Powered by a 249.5-kg nickel cadmium battery, this 1129-kg vehicle uses three-phase AC induction motor to reach a maximum speed of 90 kph. Acceleration is not breathtaking, with 0 to 50 kph times in the seven second range, but this is a full-featured vehicle including front disc/rear drum brakes, a driver’s side air bag, and a heater.
Driving the Think City is like any other automatic transmission equipped car. Turn the key to start, place the shift “switch” in drive, and step on the gas- oops! – electric pedal. There is the sound of the electric motor turning, and road noise from the tires, but what amazed me was how natural it was to sit in and drive this unconventional vehicle. Of course, electric vehicles have their shortcomings, and the most critical is range – 85 kilometres in normal city driving. On to the next vehicle.
A silver Ford Focus looked like a production unit. Open the hood and most of it looked conventional. There were only a few unusual hoses and devices tucked away to make one investigate further. Around to the trunk. Two aluminum fuel tanks wrapped in carbon fibre told a different story. This car was fueled with hydrogen!

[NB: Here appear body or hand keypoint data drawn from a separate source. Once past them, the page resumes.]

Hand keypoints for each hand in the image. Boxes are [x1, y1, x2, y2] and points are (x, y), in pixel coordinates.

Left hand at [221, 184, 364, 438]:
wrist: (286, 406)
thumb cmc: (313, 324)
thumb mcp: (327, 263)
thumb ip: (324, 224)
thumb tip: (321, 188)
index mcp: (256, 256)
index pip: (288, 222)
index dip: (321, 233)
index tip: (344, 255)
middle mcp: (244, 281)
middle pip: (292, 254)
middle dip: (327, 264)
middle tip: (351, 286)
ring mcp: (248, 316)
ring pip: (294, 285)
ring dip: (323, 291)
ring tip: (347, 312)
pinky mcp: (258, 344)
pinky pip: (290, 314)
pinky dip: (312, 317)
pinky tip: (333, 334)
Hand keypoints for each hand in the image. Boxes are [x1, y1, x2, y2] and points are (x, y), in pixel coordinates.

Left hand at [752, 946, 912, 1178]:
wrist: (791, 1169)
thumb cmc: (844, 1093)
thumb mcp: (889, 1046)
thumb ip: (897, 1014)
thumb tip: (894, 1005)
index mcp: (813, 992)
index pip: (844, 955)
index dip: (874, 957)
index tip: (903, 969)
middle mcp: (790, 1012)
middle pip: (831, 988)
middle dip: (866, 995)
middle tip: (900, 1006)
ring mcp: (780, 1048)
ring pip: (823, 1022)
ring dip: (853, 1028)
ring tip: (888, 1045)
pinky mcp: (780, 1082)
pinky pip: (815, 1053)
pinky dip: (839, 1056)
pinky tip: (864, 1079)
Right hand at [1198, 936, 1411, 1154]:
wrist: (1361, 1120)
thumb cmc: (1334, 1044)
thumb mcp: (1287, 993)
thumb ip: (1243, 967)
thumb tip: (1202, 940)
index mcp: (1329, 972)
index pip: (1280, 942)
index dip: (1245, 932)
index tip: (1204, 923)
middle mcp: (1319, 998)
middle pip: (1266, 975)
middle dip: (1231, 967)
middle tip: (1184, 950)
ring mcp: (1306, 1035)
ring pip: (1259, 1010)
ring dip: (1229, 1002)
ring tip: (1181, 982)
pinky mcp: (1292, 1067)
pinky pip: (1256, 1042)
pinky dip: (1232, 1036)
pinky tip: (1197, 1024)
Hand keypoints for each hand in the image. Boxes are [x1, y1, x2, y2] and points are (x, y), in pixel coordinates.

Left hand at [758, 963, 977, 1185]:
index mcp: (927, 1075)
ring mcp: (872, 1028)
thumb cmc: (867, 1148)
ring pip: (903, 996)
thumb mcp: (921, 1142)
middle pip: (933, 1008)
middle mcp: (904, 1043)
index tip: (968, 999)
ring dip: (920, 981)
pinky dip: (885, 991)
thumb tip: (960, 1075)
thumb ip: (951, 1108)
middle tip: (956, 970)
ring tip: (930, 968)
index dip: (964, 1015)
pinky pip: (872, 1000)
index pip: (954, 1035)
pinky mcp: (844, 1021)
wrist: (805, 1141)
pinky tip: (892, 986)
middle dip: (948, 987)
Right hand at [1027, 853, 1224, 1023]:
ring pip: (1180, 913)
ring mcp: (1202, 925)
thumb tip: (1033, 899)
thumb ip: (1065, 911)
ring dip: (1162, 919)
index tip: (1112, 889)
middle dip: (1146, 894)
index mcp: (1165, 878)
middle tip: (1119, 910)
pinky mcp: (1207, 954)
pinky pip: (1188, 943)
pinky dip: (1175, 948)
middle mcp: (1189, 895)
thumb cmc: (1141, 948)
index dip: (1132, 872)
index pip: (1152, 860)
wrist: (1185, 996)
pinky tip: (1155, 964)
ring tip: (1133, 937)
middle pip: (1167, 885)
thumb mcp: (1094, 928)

Research engineers at the laboratory told us their vision for cars of the future will be powered by a wide variety of methods, but by the year 2010, about 90% of the vehicles will still have an internal combustion engine. Gasoline may not be the fuel of choice. There is diesel, methanol, ethanol, and of course hydrogen. Hydrogen is environmentally the fuel of choice. Hydrogen is so clean, Ford engineers had to design special fuel injectors that could operate without the lubricating components of other fuels. The technology and tooling is already in place to build hydrogen fueled internal combustion engines, so this will likely be a mid range solution.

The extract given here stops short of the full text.